We have a box with balls and 10% of them are red. If we choose at random 20 balls with replacement, which is the probability to pick more than 3 red balls?

Thanks in advance!

Welcome to MHB, evinda! :)

This is about a binomial distribution.
Do you have notes on that?

Can you say for starters what the probability on exactly 0 red balls is?
 
Re: Exercise in Probability

evinda said:
Hey! I need some help at the following exercise...

We have a box with balls and 10% of them are red.
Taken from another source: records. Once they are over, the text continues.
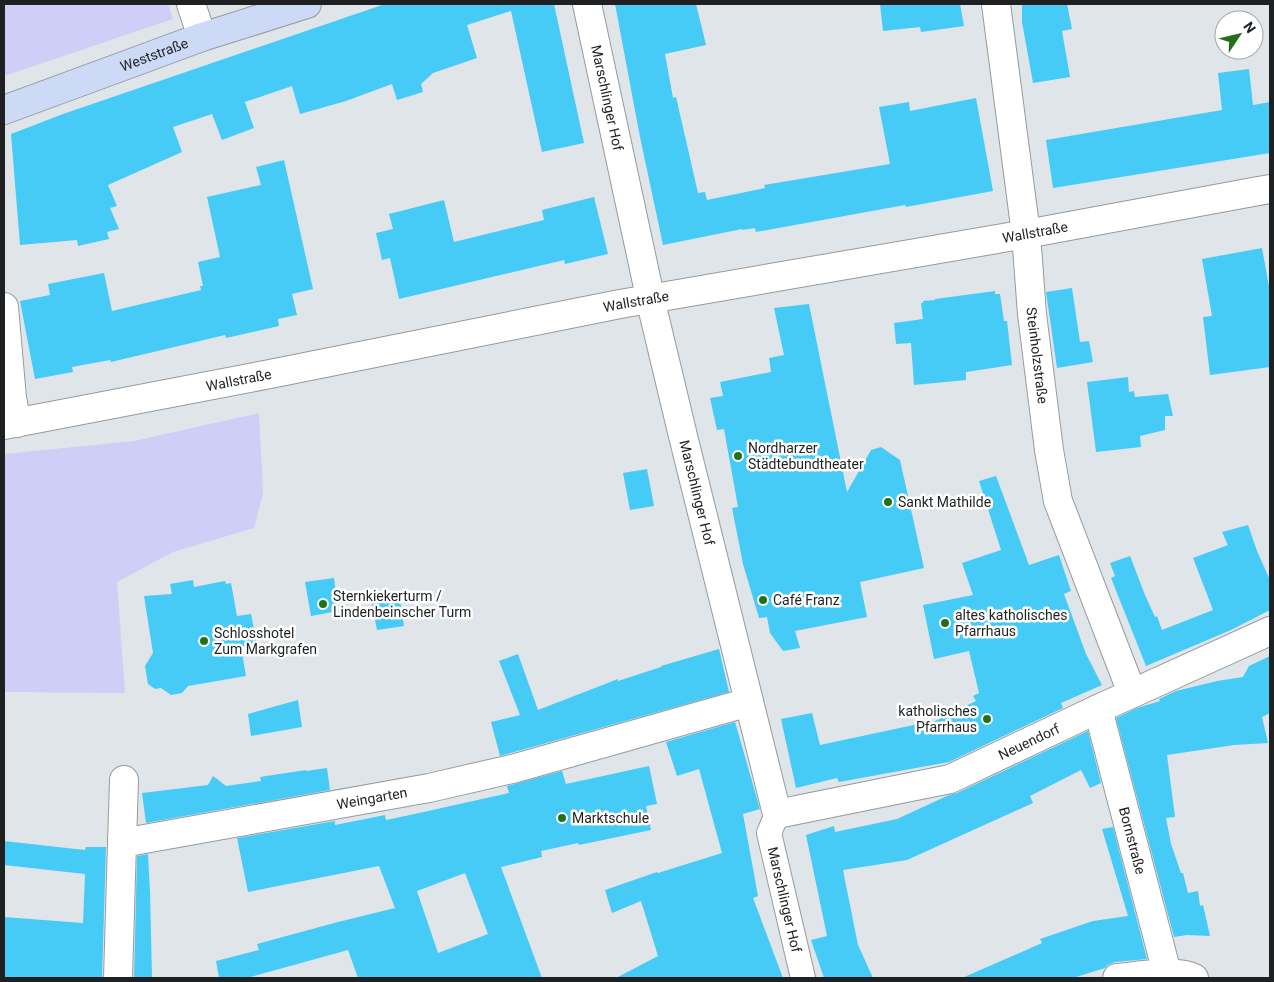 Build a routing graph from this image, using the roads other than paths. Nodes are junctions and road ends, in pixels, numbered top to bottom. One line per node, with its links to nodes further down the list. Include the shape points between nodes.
1 (191, 4): 5 (street)
2 (307, 4): 5 (main road, Weststraße)
3 (587, 4): 9 (street, Marschlinger Hof)
4 (996, 4): 8 (street, Steinholzstraße)
5 (202, 37): 6 (main road, Weststraße)
6 (4, 110)
7 (1270, 189): 8 (street, Wallstraße)
8 (1026, 234): 9 (street, Wallstraße); 13 (street, Steinholzstraße, via 1032,314 1058,501)
9 (650, 298): 11 (street, Wallstraße); 14 (street, Marschlinger Hof)
10 (4, 307): 11 (street, via 12,398)
11 (10, 424)
12 (1270, 631): 13 (street, Neuendorf)
13 (1132, 693): 15 (street, Neuendorf)
14 (749, 702): 17 (street, Marschlinger Hof); 18 (street, Weingarten, via 507,771)
15 (1098, 709): 17 (street, Neuendorf, via 950,779); 19 (street, Bornstraße)
16 (124, 780): 18 (street)
17 (777, 814): 21 (street, Marschlinger Hof, via 769,833)
18 (122, 843): 20 (street)
19 (1167, 974): 22 (street); 23 (street)
20 (118, 978)
21 (803, 978)
22 (1117, 978)
23 (1194, 978) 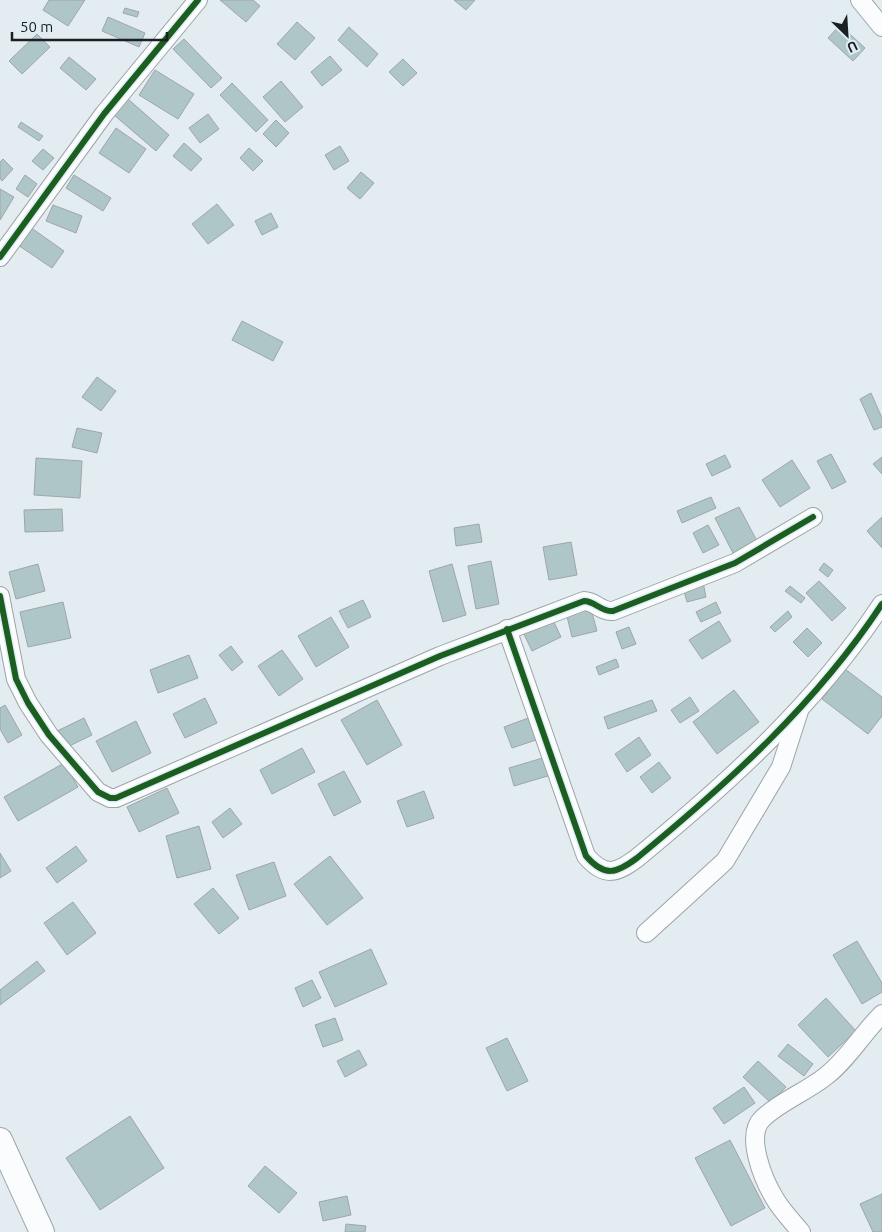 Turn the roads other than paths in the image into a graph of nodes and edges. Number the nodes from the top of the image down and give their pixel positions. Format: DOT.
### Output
graph roads {
  1 [pos="198,0"];
  2 [pos="860,0"];
  3 [pos="882,27"];
  4 [pos="0,257"];
  5 [pos="813,517"];
  6 [pos="0,596"];
  7 [pos="882,604"];
  8 [pos="507,629"];
  9 [pos="800,708"];
  10 [pos="646,932"];
  11 [pos="882,1014"];
  12 [pos="0,1140"];
  13 [pos="0,1174"];
  14 [pos="26,1232"];
  15 [pos="42,1232"];
  16 [pos="801,1232"];
  1 -- 4 [label="street"];
  2 -- 3 [label="street"];
  5 -- 8 [label="street"];
  6 -- 8 [label="street"];
  7 -- 9 [label="street"];
  8 -- 9 [label="street"];
  9 -- 10 [label="street"];
  11 -- 16 [label="street"];
  12 -- 15 [label="street"];
  13 -- 14 [label="street"];
} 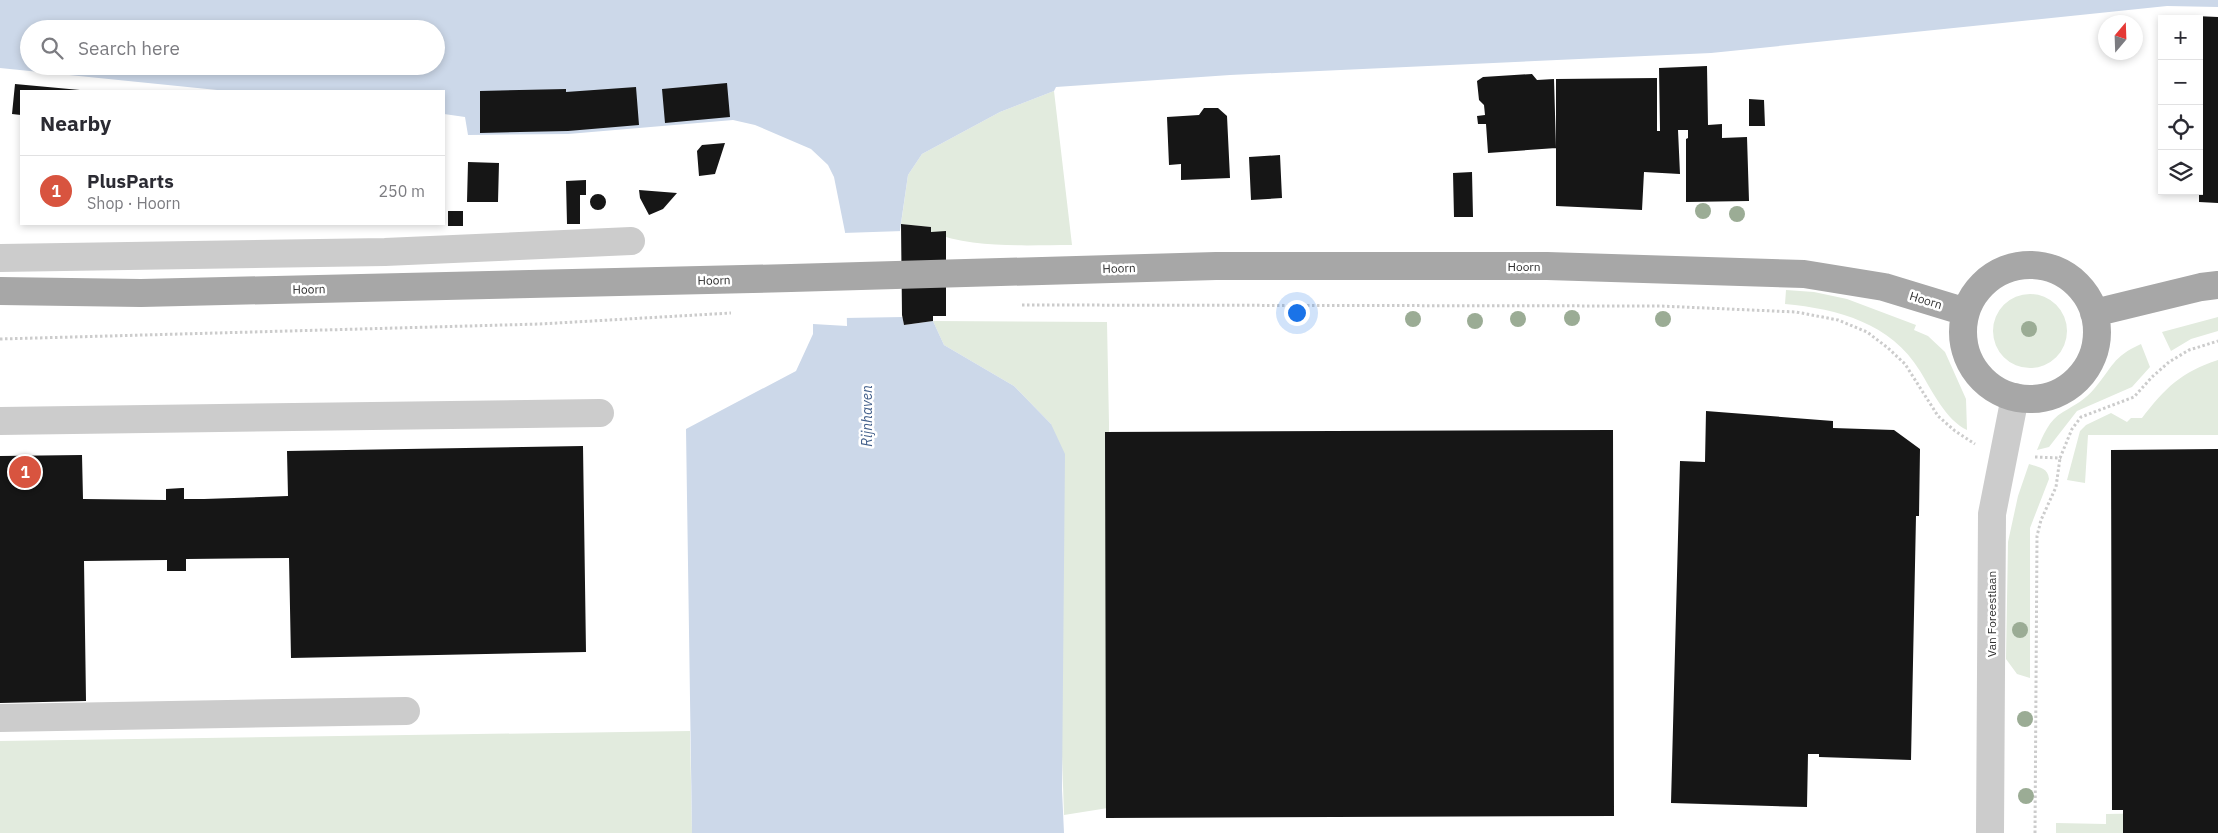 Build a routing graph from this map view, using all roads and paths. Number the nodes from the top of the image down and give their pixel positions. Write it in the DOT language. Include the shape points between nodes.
graph roads {
  1 [pos="631,241"];
  2 [pos="262,255"];
  3 [pos="1,258"];
  4 [pos="2218,285"];
  5 [pos="267,290"];
  6 [pos="1,291"];
  7 [pos="1015,305"];
  8 [pos="1966,312"];
  9 [pos="734,313"];
  10 [pos="2094,313"];
  11 [pos="0,339"];
  12 [pos="2218,341"];
  13 [pos="2014,397"];
  14 [pos="600,413"];
  15 [pos="0,421"];
  16 [pos="2002,453"];
  17 [pos="2060,458"];
  18 [pos="406,711"];
  19 [pos="0,718"];
  20 [pos="1990,833"];
  21 [pos="2035,833"];
  1 -- 2 [label="street, Hoorn"];
  2 -- 3 [label="street, Hoorn"];
  2 -- 5 [label="street"];
  3 -- 6 [label="street, Hoorn"];
  4 -- 10 [label="main road"];
  5 -- 6 [label="main road, Hoorn" via="142,293"];
  5 -- 8 [label="main road, Hoorn" via="1216,266 1547,266 1804,274 1884,287"];
  7 -- 16 [label="path" via="1660,306 1796,312 1838,320 1867,332 1905,364 1938,416 1971,442"];
  8 -- 10 [label="main road" via="1971,300 1988,280 1999,272 2024,265 2050,268 2068,277 2082,290"];
  8 -- 13 [label="main road" via="1963,339 1972,365 1990,385"];
  9 -- 11 [label="path" via="540,324"];
  10 -- 13 [label="main road" via="2097,340 2079,378 2056,394 2028,399"];
  12 -- 17 [label="path" via="2189,350 2169,362 2134,397 2081,417 2072,429"];
  13 -- 16 [label="street, Van Foreestlaan"];
  14 -- 15 [label="street"];
  16 -- 17 [label="path"];
  16 -- 20 [label="street, Van Foreestlaan" via="1992,514"];
  17 -- 21 [label="path" via="2056,487 2037,536"];
  18 -- 19 [label="street"];
} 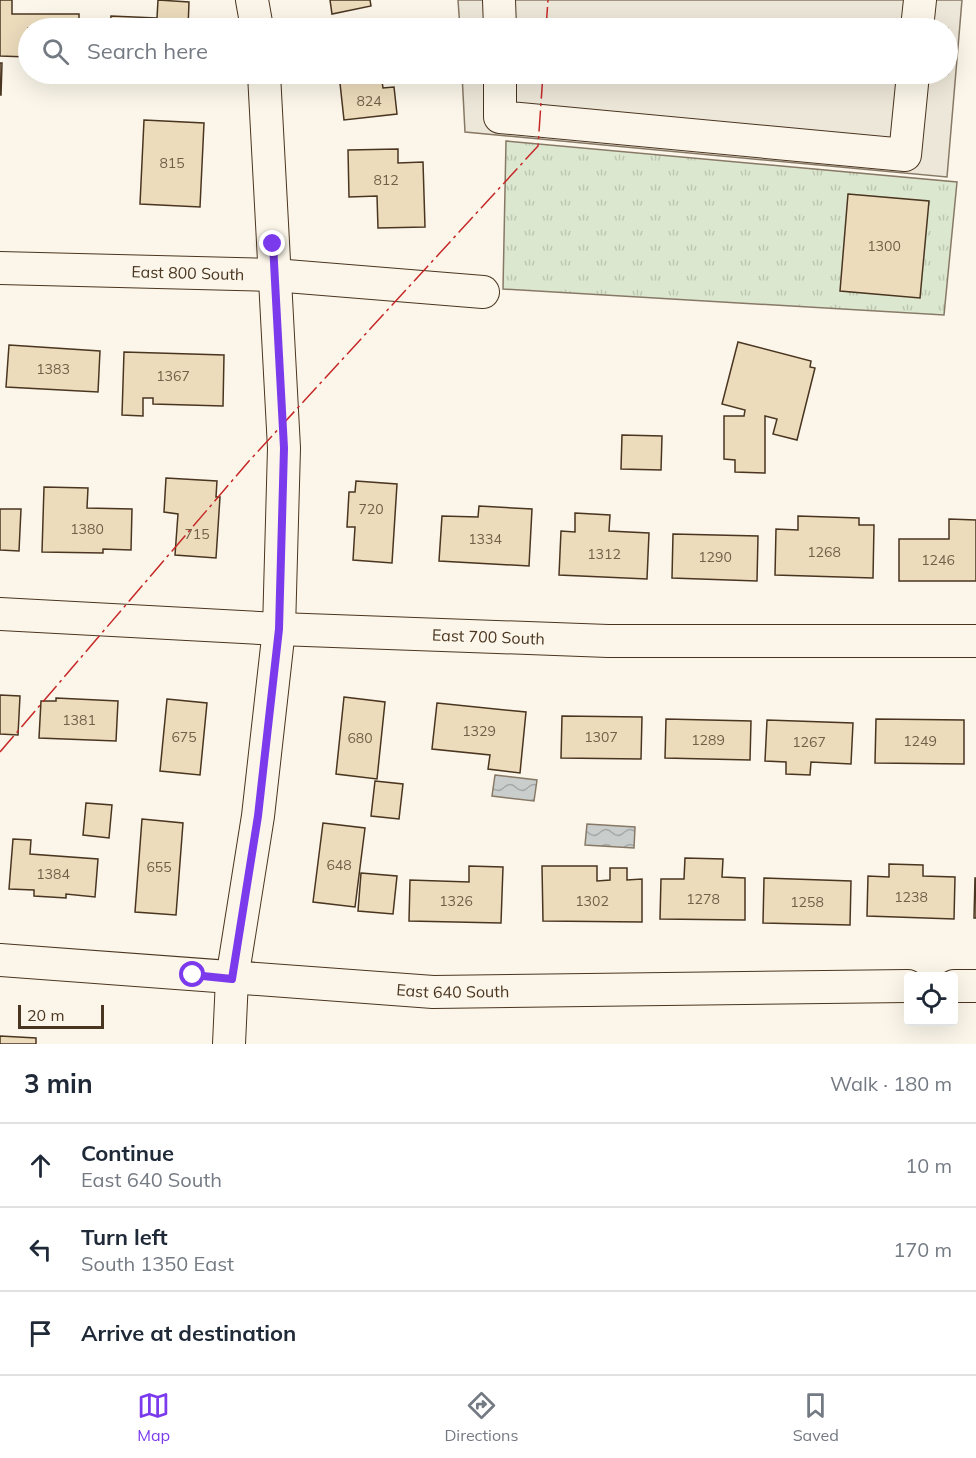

If we choose at random 20 balls with replacement, which is the probability to pick more than 3 red balls?

Thanks in advance!

Hi evinda,

Welcome to MHB! It seems to me this is the binomial distribution, but maybe it's not necessary to worry about that if you haven't been introduced to this distribution. How would you find the probability that all twenty balls are red?

I see that I like Serena has beaten me to a reply but I still want to say hello and welcome. :)

Jameson
 
Re: Exercise in Probability

I like Serena said:
Welcome to MHB, evinda! :)

This is about a binomial distribution.
Do you have notes on that?

Can you say for starters what the probability on exactly 0 red balls is?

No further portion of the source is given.